UI benefit fraud is when an individual knowingly collects unemployment insurance benefits based on false or inaccurate information that is intentionally provided when a claim is filed. UI fraud is punishable by law and violators could face a number of serious penalties and consequences.

Examples of UI fraud could include:

  • An individual returns to work but continues to collect UI benefits.
  • An individual works a part-time job but does not report their earnings to the state, thereby collecting more benefits than allowed.
  • An individual performs temporary work while collecting UI benefits but does not report the earnings when filing their weekly claim.
  • An individual holds back information or gives false information to the state UI agency.
  • An individual knowingly reporting an incorrect employer as their separating employer for the purpose of qualifying for UI benefits.
  • Making false statements that may alter or increase benefits, or
  • Withholding information that may alter or increase benefits, or
  • Failing to report work in order to obtain or increase benefits, or
  • Failing to report earnings in order to obtain or increase benefits.

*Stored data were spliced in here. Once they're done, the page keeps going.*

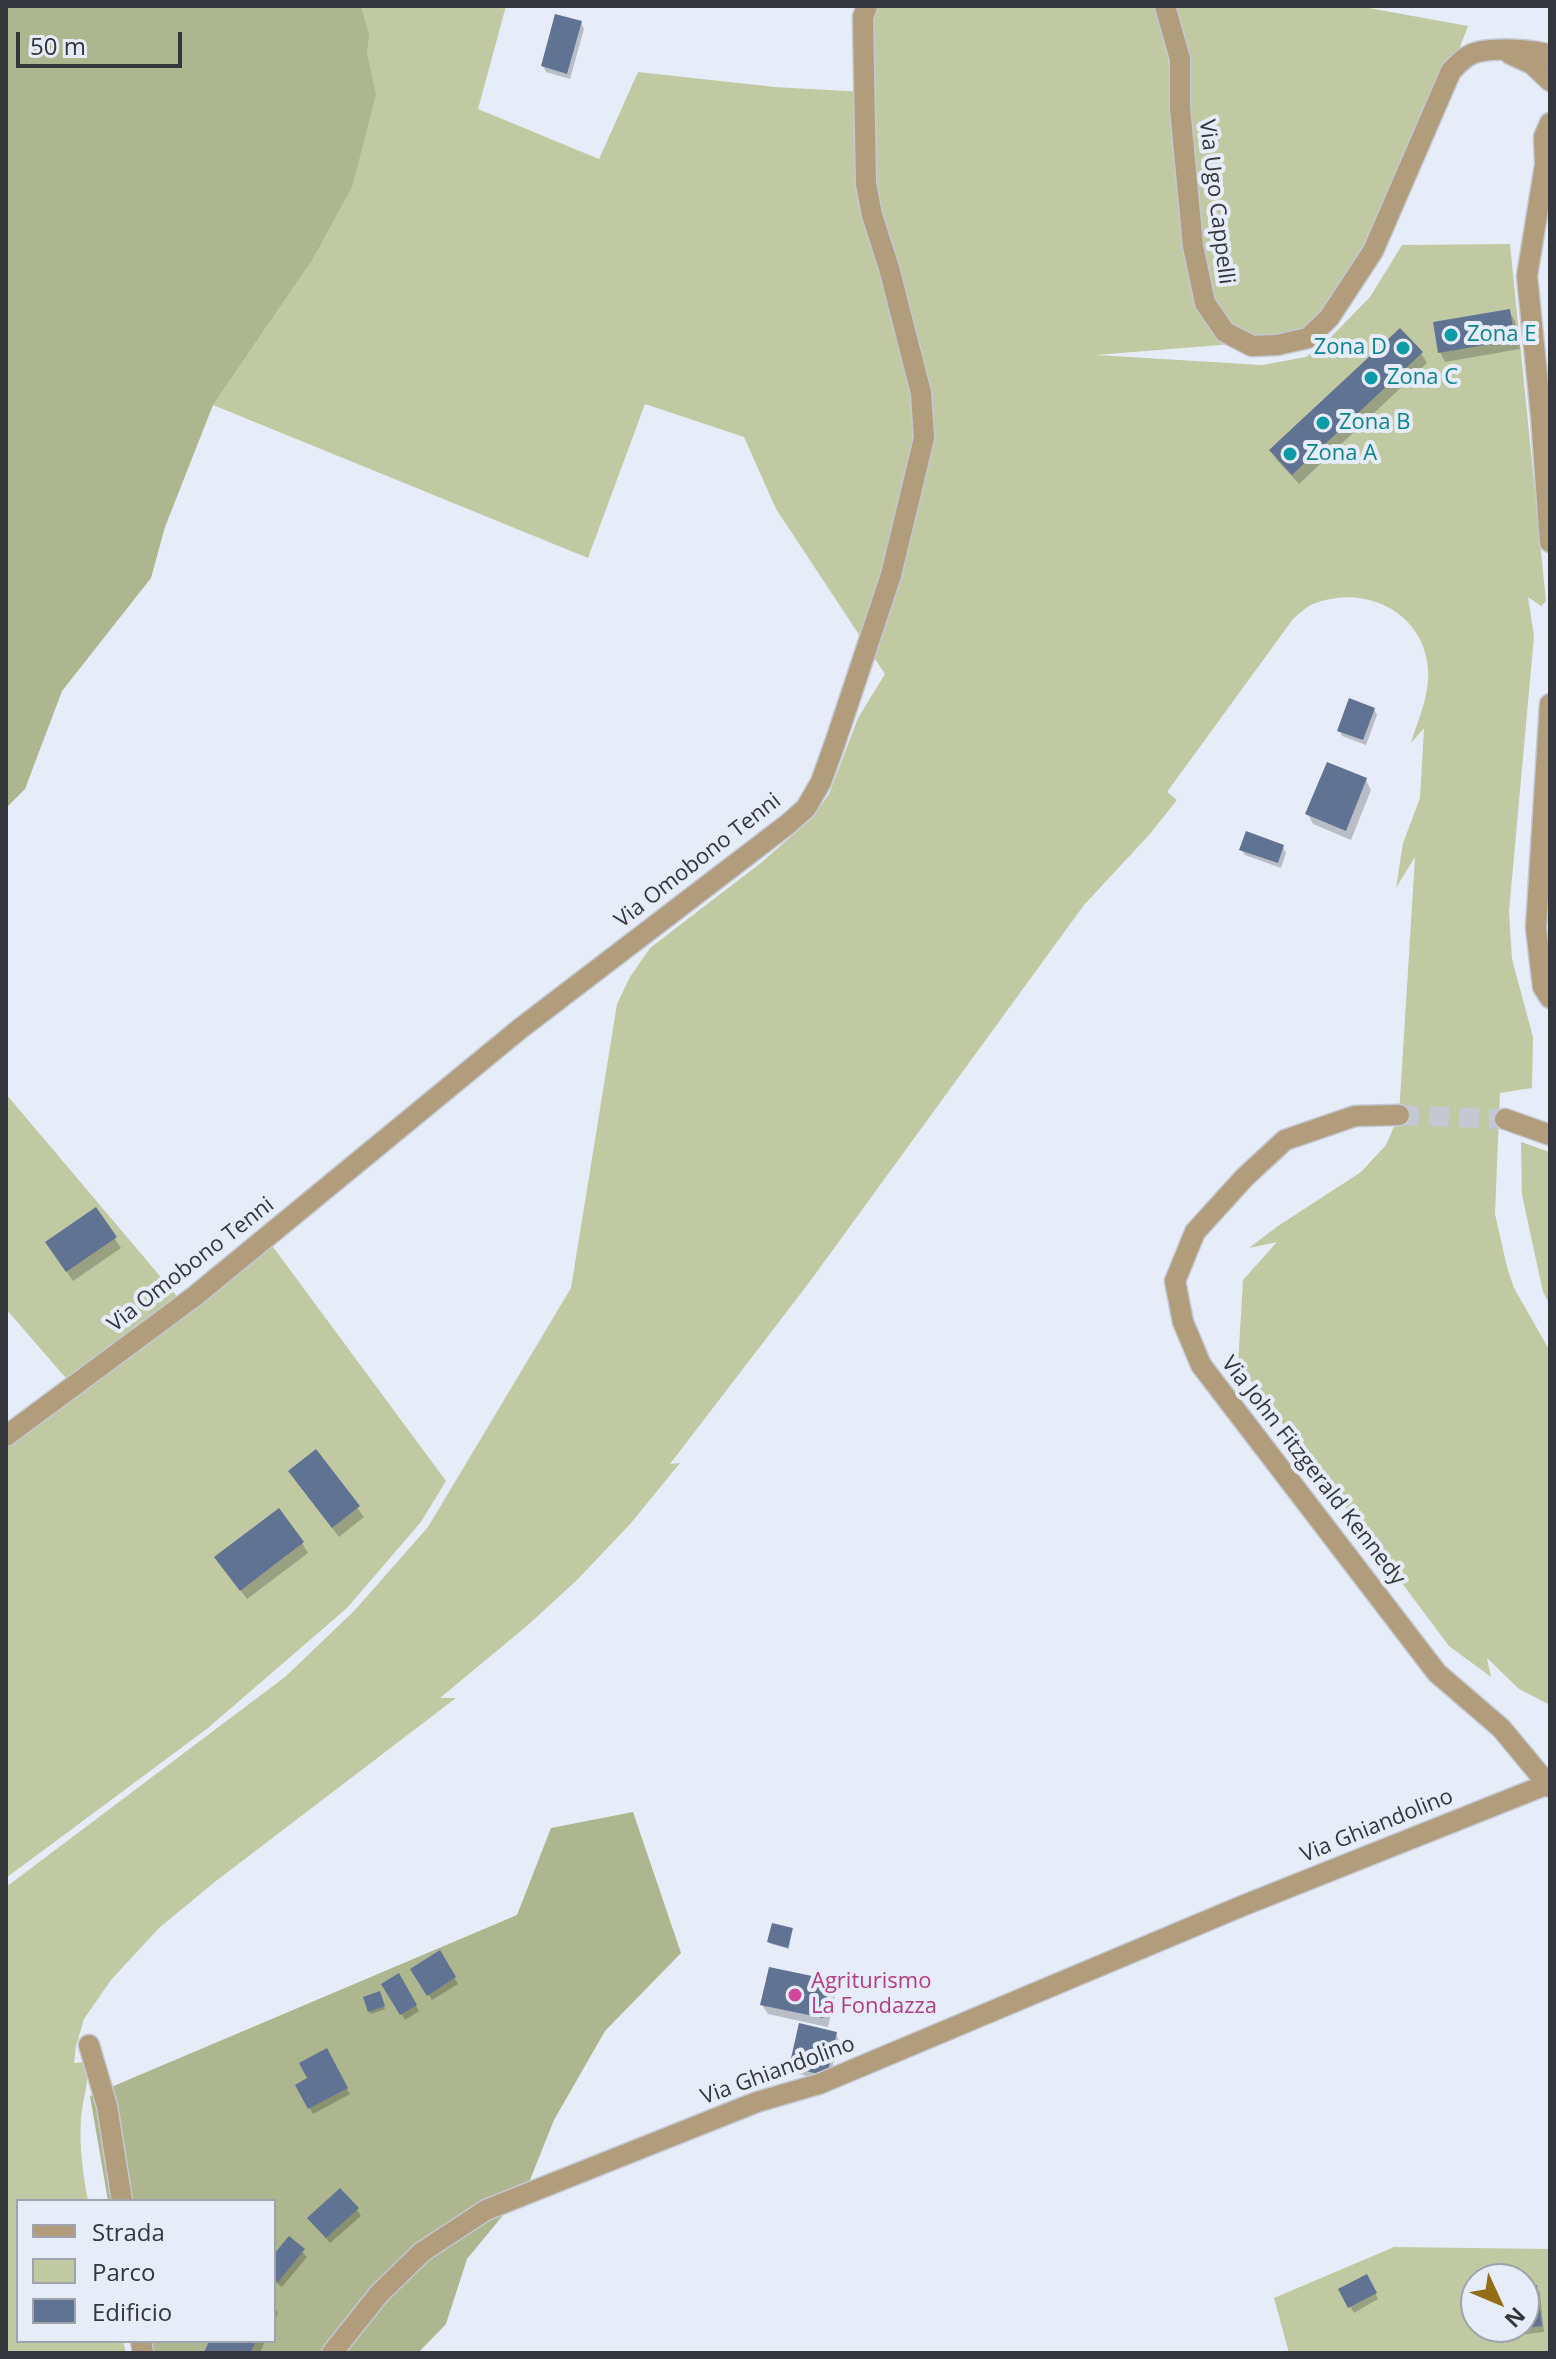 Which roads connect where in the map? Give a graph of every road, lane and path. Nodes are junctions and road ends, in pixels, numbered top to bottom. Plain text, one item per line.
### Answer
1 (1165, 6) edge
2 (864, 10) edge
3 (1503, 50) junction
4 (1550, 55) edge
5 (1550, 81) edge
6 (1550, 123) edge
7 (1548, 157) edge
8 (1550, 542) edge
9 (1550, 704) edge
10 (1550, 998) edge
11 (1399, 1115) tunnel mouth
12 (1505, 1119) tunnel mouth
13 (1550, 1135) edge
14 (6, 1436) edge
15 (1549, 1785) edge
16 (89, 2045) dead end
17 (122, 2199) edge
18 (332, 2353) edge

1 - 3 street, Via Ugo Cappelli
2 - 14 street, Via Omobono Tenni
3 - 4 street, Via Ugo Cappelli
3 - 5 street
6 - 7 street
7 - 8 street
9 - 10 street
11 - 15 street, Via John Fitzgerald Kennedy
12 - 13 street
15 - 18 street, Via Ghiandolino
16 - 17 street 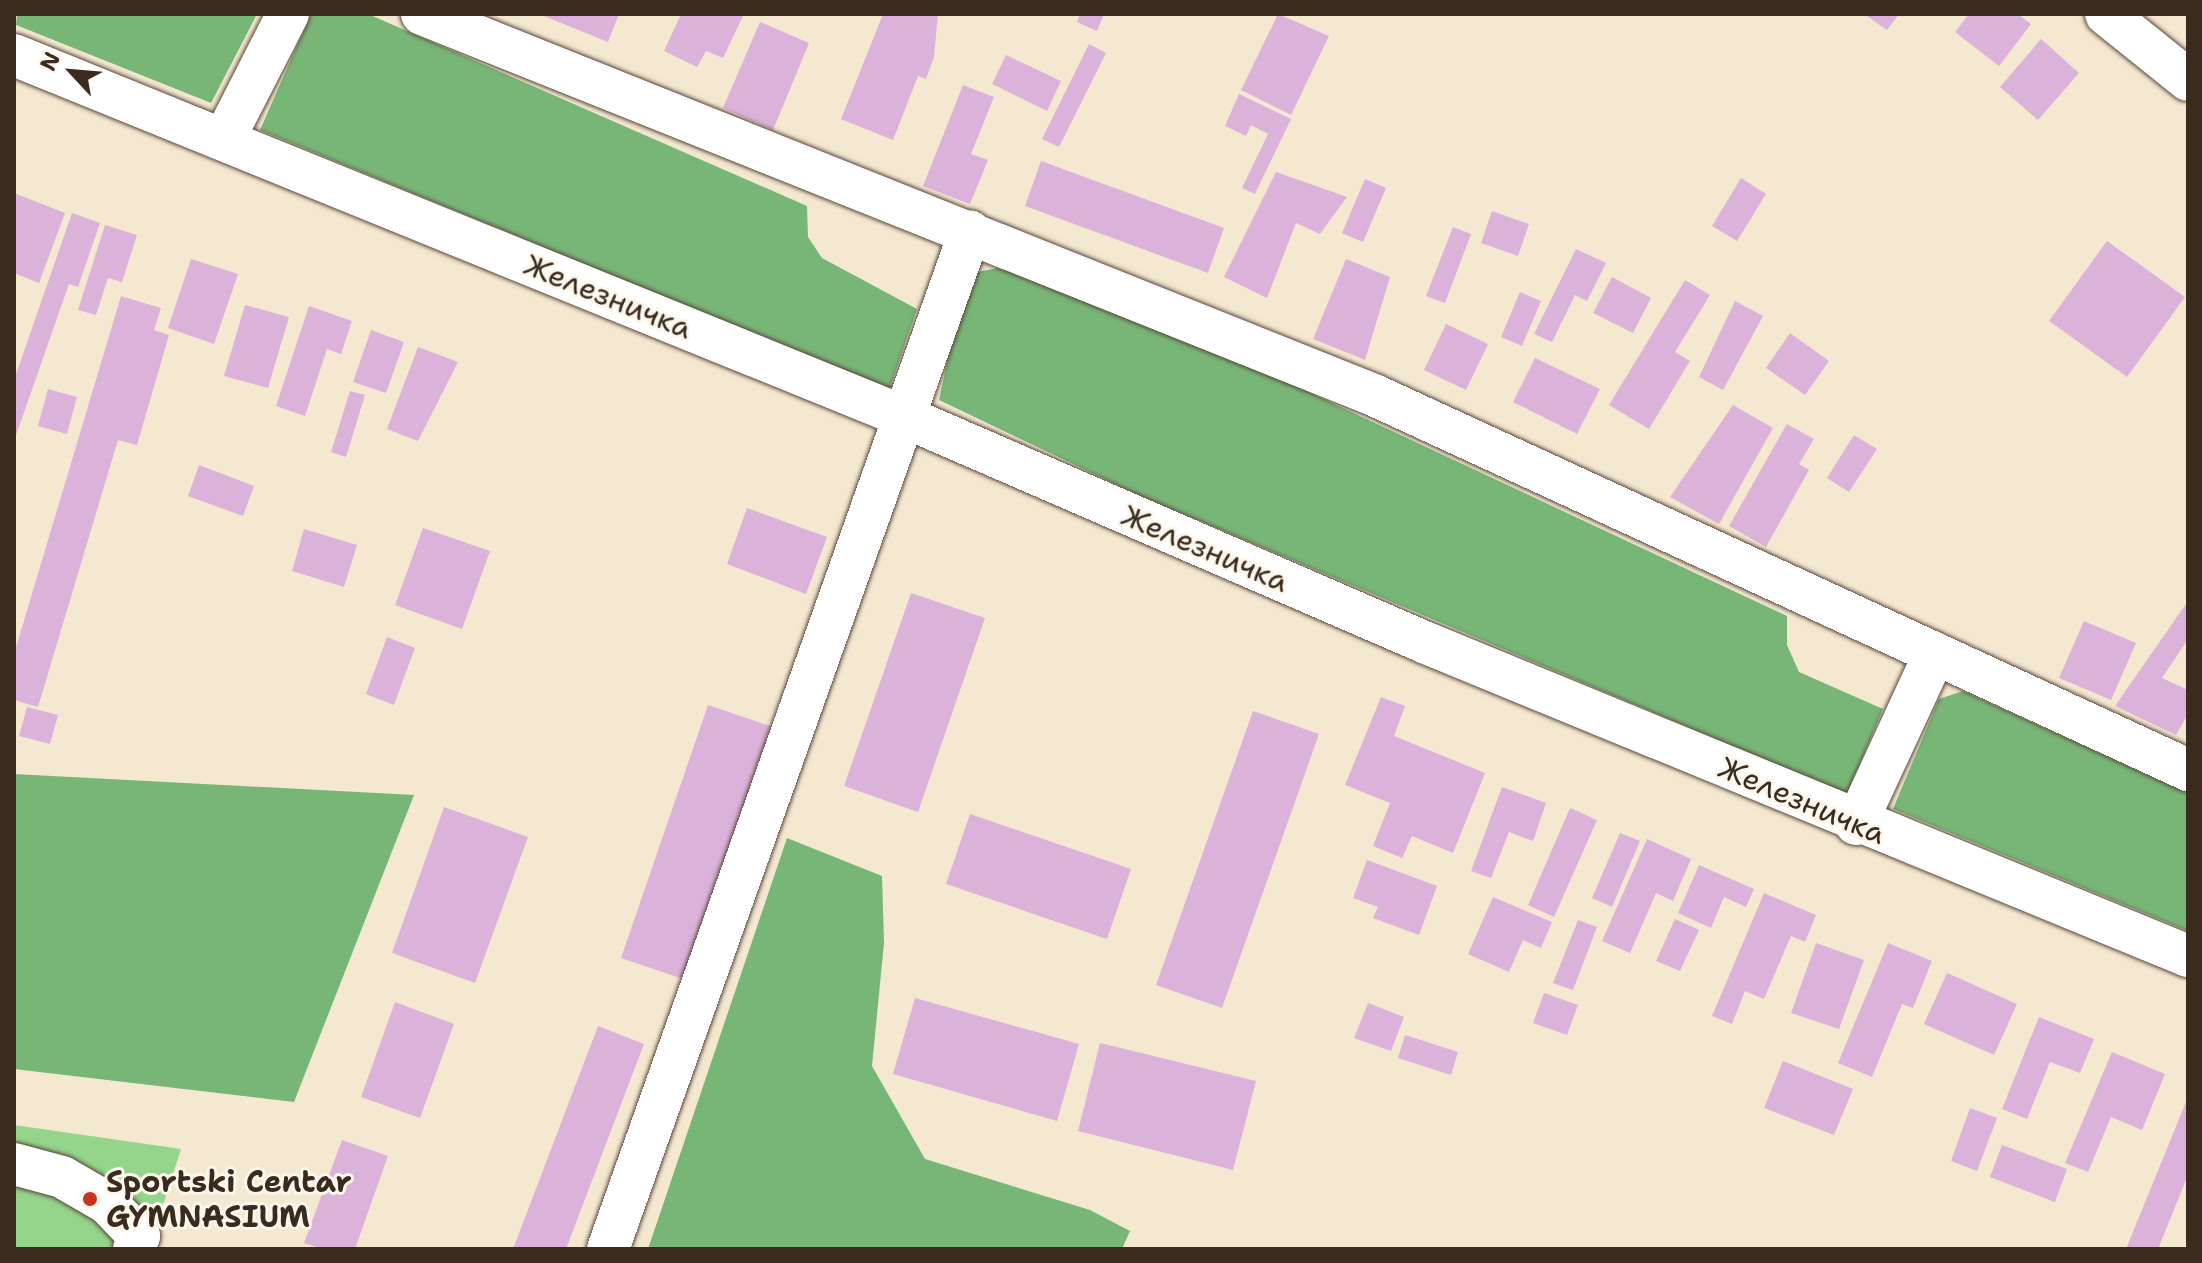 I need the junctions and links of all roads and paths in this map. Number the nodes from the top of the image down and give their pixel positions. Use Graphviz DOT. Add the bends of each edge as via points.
graph roads {
  1 [pos="288,14"];
  2 [pos="422,14"];
  3 [pos="2106,14"];
  4 [pos="14,55"];
  5 [pos="2188,80"];
  6 [pos="225,137"];
  7 [pos="970,232"];
  8 [pos="905,417"];
  9 [pos="1935,653"];
  10 [pos="2188,770"];
  11 [pos="1856,824"];
  12 [pos="2188,956"];
  13 [pos="14,1164"];
  14 [pos="134,1249"];
  15 [pos="608,1249"];
  1 -- 6 [label="street"];
  2 -- 7 [label="street"];
  3 -- 5 [label="street"];
  4 -- 6 [label="street, Железничка"];
  6 -- 8 [label="street, Железничка"];
  7 -- 8 [label="street"];
  7 -- 9 [label="street" via="1504,451"];
  8 -- 11 [label="street, Железничка"];
  8 -- 15 [label="street"];
  9 -- 10 [label="street"];
  9 -- 11 [label="street"];
  11 -- 12 [label="street, Железничка"];
  13 -- 14 [label="street" via="62,1177 107,1203 139,1236"];
}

What happens if UI benefit fraud is committed?

If an individual commit UI fraud, you could face a variety of serious penalties. These include:

  • Prosecution by government authorities
  • Possible jail or prison sentences
  • Repaying the UI benefits collected, plus penalties and fines
  • Forfeiting future income tax refunds
  • Losing the eligibility to collect UI benefits in the future
  • Up to five years in prison per offense
  • Up to $5,000 fine per offense

*Anyone who collects UI benefits is legally responsible for making sure the requirements set by state law are followed. Failure to follow the rules can result in serious consequences that will impact you and your family.


Overpayments occur when individuals commit benefit fraud. The Benefit Payment Control (BPC) Unit will make several attempts to establish a repayment plan in the event of an overpayment occurring. If the BPC Unit cannot establish the repayment plan, the agency will be authorized to collect any unemployment compensation debt from any federal income tax refund.

If you have received a Notice of Overpayment, establish a repayment plan by calling 615-741-2606. Payments may be made by check or money order and mailed to Benefit Payment Control. See information below for complete mailing address.

How can I avoid committing fraud?

Report all earnings 

Federal and state law requires that you report all earnings before taxes are deducted, including wages earned from self-employment, while claiming reemployment assistance benefits. This also includes reporting self-employment while claiming reemployment assistance benefits. ALL work and earnings must be reported in the week between Sunday and Saturday that you worked, even if you have not been paid. 

How do I report earnings correctly?

  • Keep track of the total hours you work each calendar week, Sunday through Saturday.
  • Your hourly rate of pay times the total hours worked equals your gross pay, which is the amount you must report.
  • You must report ALL earnings for the week you do the work, not the week you are paid.


How do I report earnings correctly?

You may report someone who is fraudulently collecting unemployment benefits by contacting Benefit Payment Control at:

Benefit Payment Control
220 French Landing Drive
Nashville, TN 37243-1002
Phone: 615-741-2606
Fax: 615-253-5331

You may give your name and number for an investigator to contact you for additional information if needed, or you may remain anonymous. Please include as much of the following information as possible:

  • Name, address, and phone number of the individual
  • Social security number
  • Where they are working (address and phone number if known)
  • Dates of employment
  • If self employed, type of business and any known customers or clients

The information will be sent to an Unemployment Benefit Auditor who will review the information given as well as contacting the current employer. If it appears that an overpayment may exist, the claimant will be called in for a hearing regarding a possible overpayment.